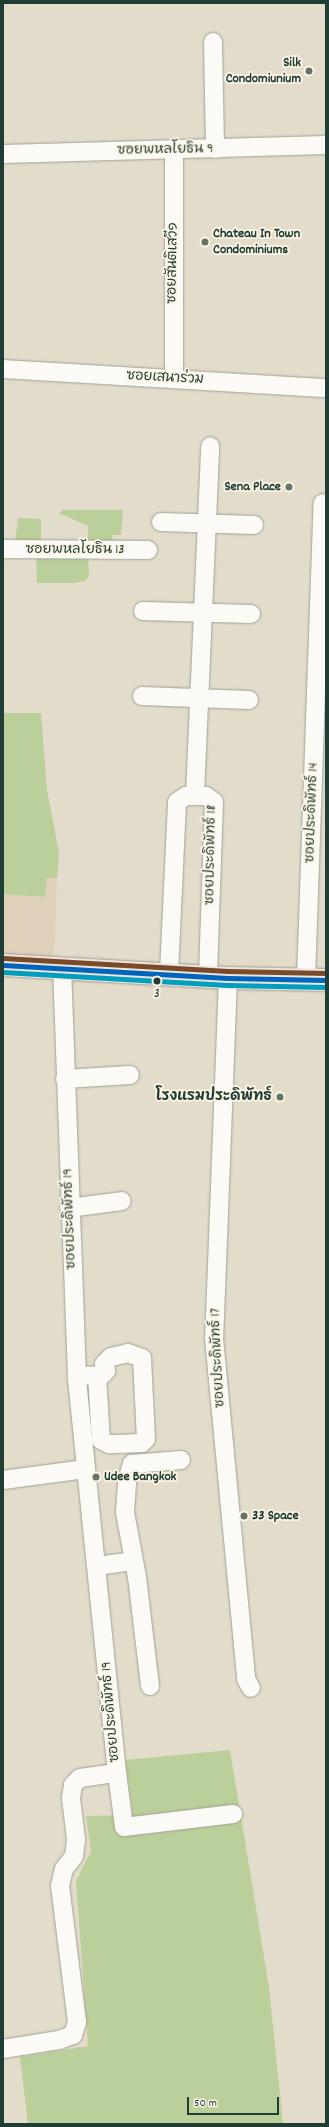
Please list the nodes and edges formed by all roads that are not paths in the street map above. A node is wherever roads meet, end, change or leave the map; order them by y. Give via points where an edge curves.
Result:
1 (213, 42) dead end
2 (326, 145) edge
3 (174, 148) junction
4 (215, 149) junction
5 (3, 154) edge
6 (3, 369) edge
7 (174, 378) junction
8 (326, 388) edge
9 (210, 446) dead end
10 (322, 503) dead end
11 (161, 522) dead end
12 (207, 523) junction
13 (254, 525) dead end
14 (3, 549) edge
15 (148, 550) dead end
16 (143, 611) dead end
17 (204, 613) junction
18 (251, 614) dead end
19 (142, 696) dead end
20 (200, 698) junction
21 (249, 700) dead end
22 (195, 795) junction
23 (3, 965) edge
24 (62, 968) junction
25 (169, 973) junction
26 (218, 977) junction
27 (316, 980) edge
28 (130, 1075) dead end
29 (65, 1079) junction
30 (122, 1200) dead end
31 (69, 1208) junction
32 (77, 1376) junction
33 (98, 1376) junction
34 (181, 1460) dead end
35 (85, 1469) junction
36 (3, 1480) edge
37 (134, 1561) junction
38 (97, 1566) junction
39 (150, 1686) dead end
40 (251, 1688) dead end
41 (117, 1773) junction
42 (233, 1814) dead end
43 (3, 2049) edge

1 - 4 street
2 - 4 street, ซอยพหลโยธิน 9
3 - 4 street, ซอยพหลโยธิน 9
3 - 5 street, ซอยพหลโยธิน 9
3 - 7 street, ซอยสันติเสวี๑
6 - 7 street, ซอยเสนาร่วม
7 - 8 street, ซอยเสนาร่วม
9 - 12 street
10 - 27 street, ซอยประดิพัทธ์ 14
11 - 12 street
12 - 13 street
12 - 17 street
14 - 15 street, ซอยพหลโยธิน 13
16 - 17 street
17 - 18 street
17 - 20 street
19 - 20 street
20 - 21 street
20 - 22 street
22 - 25 street, ซอยประดิพัทธ์ 18 via 180,798 177,802
22 - 26 street, ซอยประดิพัทธ์ 18 via 206,796 214,802
23 - 24 main road
24 - 25 main road
24 - 29 street, ซอยประดิพัทธ์ 19
25 - 26 main road
26 - 27 main road
26 - 40 street, ซอยประดิพัทธ์ 17 via 214,1338 246,1679
28 - 29 street
29 - 31 street, ซอยประดิพัทธ์ 19
30 - 31 street
31 - 32 street, ซอยประดิพัทธ์ 19
32 - 33 street
32 - 35 street, ซอยประดิพัทธ์ 19
33 - 33 street via 106,1371 104,1364 111,1357 128,1353 142,1358 146,1439 142,1443 109,1444 101,1440
34 - 37 street via 138,1463 130,1466 125,1512
35 - 36 street
35 - 38 street, ซอยประดิพัทธ์ 19
37 - 38 street
37 - 39 street
38 - 41 street, ซอยประดิพัทธ์ 19
41 - 42 street via 124,1827
41 - 43 street, ซอยประดิพัทธ์ 19 via 80,1778 73,1785 71,1798 76,1839 74,1856 64,1868 60,1886 77,2022 73,2035 59,2040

> **DESCRIPTION OF THE TASK**
Please restate the entries word for word, with all pictures left out.

> **WRITTEN RESPONSE**
Please list the nodes and edges formed by all roads that are not paths in the street map above. A node is wherever roads meet, end, change or leave the map; order them by y. Give via points where an edge curves.
Result:
1 (213, 42) dead end
2 (326, 145) edge
3 (174, 148) junction
4 (215, 149) junction
5 (3, 154) edge
6 (3, 369) edge
7 (174, 378) junction
8 (326, 388) edge
9 (210, 446) dead end
10 (322, 503) dead end
11 (161, 522) dead end
12 (207, 523) junction
13 (254, 525) dead end
14 (3, 549) edge
15 (148, 550) dead end
16 (143, 611) dead end
17 (204, 613) junction
18 (251, 614) dead end
19 (142, 696) dead end
20 (200, 698) junction
21 (249, 700) dead end
22 (195, 795) junction
23 (3, 965) edge
24 (62, 968) junction
25 (169, 973) junction
26 (218, 977) junction
27 (316, 980) edge
28 (130, 1075) dead end
29 (65, 1079) junction
30 (122, 1200) dead end
31 (69, 1208) junction
32 (77, 1376) junction
33 (98, 1376) junction
34 (181, 1460) dead end
35 (85, 1469) junction
36 (3, 1480) edge
37 (134, 1561) junction
38 (97, 1566) junction
39 (150, 1686) dead end
40 (251, 1688) dead end
41 (117, 1773) junction
42 (233, 1814) dead end
43 (3, 2049) edge

1 - 4 street
2 - 4 street, ซอยพหลโยธิน 9
3 - 4 street, ซอยพหลโยธิน 9
3 - 5 street, ซอยพหลโยธิน 9
3 - 7 street, ซอยสันติเสวี๑
6 - 7 street, ซอยเสนาร่วม
7 - 8 street, ซอยเสนาร่วม
9 - 12 street
10 - 27 street, ซอยประดิพัทธ์ 14
11 - 12 street
12 - 13 street
12 - 17 street
14 - 15 street, ซอยพหลโยธิน 13
16 - 17 street
17 - 18 street
17 - 20 street
19 - 20 street
20 - 21 street
20 - 22 street
22 - 25 street, ซอยประดิพัทธ์ 18 via 180,798 177,802
22 - 26 street, ซอยประดิพัทธ์ 18 via 206,796 214,802
23 - 24 main road
24 - 25 main road
24 - 29 street, ซอยประดิพัทธ์ 19
25 - 26 main road
26 - 27 main road
26 - 40 street, ซอยประดิพัทธ์ 17 via 214,1338 246,1679
28 - 29 street
29 - 31 street, ซอยประดิพัทธ์ 19
30 - 31 street
31 - 32 street, ซอยประดิพัทธ์ 19
32 - 33 street
32 - 35 street, ซอยประดิพัทธ์ 19
33 - 33 street via 106,1371 104,1364 111,1357 128,1353 142,1358 146,1439 142,1443 109,1444 101,1440
34 - 37 street via 138,1463 130,1466 125,1512
35 - 36 street
35 - 38 street, ซอยประดิพัทธ์ 19
37 - 38 street
37 - 39 street
38 - 41 street, ซอยประดิพัทธ์ 19
41 - 42 street via 124,1827
41 - 43 street, ซอยประดิพัทธ์ 19 via 80,1778 73,1785 71,1798 76,1839 74,1856 64,1868 60,1886 77,2022 73,2035 59,2040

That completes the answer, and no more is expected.